David Kostin is the Chief US Equity Strategist of Goldman Sachs. According to him, it could be important to shift focus to stocks that are resilient.
Here are three stocks with the potential to perform well in a downturn.
F5 Inc (NASDAQ: FFIV)
F5 is currently down 6.0% from its high for the year.
Kostin, a Goldman Sachs analyst, wrote in a report that the recent weakness is an opportunity to build up a position in stable growth names. These names may outperform a slowing economic environment.
F5 Inc.’s 10-year EBITDA Growth Variability is higher than its peers, at 16 percentage points.
The cloud security company’s shares may be a good investment for the second half of 2024, as its management cited AI tailwinds when it issued better than expected guidance for the fourth quarter of financial year in late July.
Domino’s Pizza Inc (NYSE: DPZ)
Goldman Sachs’ strategist David Kostin expects Domino’s Pizza will also offer stable growth during a slowing economic environment.
As of writing, the 10-year EBITDA variability of the Michigan-based chain of pizza restaurants is estimated at 7 percentage points. The consensus is that DPZ will grow its revenue by 7%, and its EPS by even more than 10% in the current financial year.
Russell Weiner, the CEO of Domino’s, said to Jim Cramer on Mad Money last month that “value has never before been higher”. He also revealed an increase in orders. Weiner also predicted continued strength for his company’s US operations at the time.

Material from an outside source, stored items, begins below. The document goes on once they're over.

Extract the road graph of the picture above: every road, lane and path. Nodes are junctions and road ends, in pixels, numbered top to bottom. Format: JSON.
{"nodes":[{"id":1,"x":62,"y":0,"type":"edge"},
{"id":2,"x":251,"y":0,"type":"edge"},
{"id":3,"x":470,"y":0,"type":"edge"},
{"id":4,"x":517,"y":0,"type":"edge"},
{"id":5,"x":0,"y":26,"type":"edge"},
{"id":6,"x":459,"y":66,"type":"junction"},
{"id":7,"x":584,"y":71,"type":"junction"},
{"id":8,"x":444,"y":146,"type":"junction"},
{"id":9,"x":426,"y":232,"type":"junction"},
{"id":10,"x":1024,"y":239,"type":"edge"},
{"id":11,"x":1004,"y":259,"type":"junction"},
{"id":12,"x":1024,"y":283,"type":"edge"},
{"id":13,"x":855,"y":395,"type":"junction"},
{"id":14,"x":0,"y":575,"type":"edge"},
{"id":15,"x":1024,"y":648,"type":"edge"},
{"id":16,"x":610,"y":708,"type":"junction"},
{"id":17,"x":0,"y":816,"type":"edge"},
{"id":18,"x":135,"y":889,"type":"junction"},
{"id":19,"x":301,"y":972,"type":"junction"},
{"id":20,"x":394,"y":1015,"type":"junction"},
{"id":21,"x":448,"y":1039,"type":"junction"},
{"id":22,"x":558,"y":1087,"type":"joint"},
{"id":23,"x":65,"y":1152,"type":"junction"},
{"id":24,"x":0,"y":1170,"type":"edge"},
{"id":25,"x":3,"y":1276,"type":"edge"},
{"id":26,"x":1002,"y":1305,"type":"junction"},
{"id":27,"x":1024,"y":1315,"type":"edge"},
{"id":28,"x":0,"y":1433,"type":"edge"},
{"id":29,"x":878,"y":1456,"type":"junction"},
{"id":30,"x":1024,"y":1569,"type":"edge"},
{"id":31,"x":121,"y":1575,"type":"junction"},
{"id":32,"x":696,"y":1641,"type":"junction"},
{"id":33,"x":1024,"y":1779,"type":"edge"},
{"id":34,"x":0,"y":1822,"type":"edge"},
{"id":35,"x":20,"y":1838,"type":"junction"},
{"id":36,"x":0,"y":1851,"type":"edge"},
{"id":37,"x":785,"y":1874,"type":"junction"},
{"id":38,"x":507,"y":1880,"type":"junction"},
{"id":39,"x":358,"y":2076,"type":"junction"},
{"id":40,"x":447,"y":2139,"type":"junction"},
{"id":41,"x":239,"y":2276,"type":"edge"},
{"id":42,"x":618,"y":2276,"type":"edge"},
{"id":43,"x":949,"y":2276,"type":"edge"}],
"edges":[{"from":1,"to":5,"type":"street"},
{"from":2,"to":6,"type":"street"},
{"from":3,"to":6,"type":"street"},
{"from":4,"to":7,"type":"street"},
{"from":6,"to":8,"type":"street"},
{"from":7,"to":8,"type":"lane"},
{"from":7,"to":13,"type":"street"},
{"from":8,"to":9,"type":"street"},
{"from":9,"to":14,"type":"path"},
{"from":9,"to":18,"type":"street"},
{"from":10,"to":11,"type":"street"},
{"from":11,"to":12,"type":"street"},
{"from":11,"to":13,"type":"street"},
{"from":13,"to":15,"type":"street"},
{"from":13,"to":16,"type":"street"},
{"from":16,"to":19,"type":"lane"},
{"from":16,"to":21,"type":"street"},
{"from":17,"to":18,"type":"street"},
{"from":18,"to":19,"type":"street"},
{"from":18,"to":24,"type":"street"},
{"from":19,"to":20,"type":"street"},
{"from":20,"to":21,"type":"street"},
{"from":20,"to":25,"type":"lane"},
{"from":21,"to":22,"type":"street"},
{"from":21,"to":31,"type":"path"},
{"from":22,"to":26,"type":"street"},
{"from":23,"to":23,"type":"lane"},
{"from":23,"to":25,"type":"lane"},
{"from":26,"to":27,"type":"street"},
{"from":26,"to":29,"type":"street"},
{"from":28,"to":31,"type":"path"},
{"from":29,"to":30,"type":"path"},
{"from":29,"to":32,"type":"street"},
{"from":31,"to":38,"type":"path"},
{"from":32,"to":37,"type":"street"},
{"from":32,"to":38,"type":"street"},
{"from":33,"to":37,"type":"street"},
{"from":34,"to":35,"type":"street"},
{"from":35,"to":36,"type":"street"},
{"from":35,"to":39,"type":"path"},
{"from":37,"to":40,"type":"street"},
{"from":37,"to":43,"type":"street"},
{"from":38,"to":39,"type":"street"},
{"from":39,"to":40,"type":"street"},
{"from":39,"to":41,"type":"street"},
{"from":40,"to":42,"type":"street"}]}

The current dividend yield on Domino’s stock is 1.38%. This is another reason to include it in your portfolio.
Zoetis Inc. (NYSE: ZTS).
The investment firm recommends that you own Zoetis to prepare for a possible economic slowdown in the United States.
In August, the company that produces pet vaccines and medicines surpassed revenue estimates for its second quarter and increased its full-year forecast for the same metric.
ZTS is still down more than 5,0% since the beginning of 2024. This makes it a more attractive investment.
The New York-listed company saw “impressive growth in global operations” in both companion animals and livestock businesses during its latest reported quarter.
This post Top 3 Stocks to Consider During a Slowing US Economy may be modified based on new developments.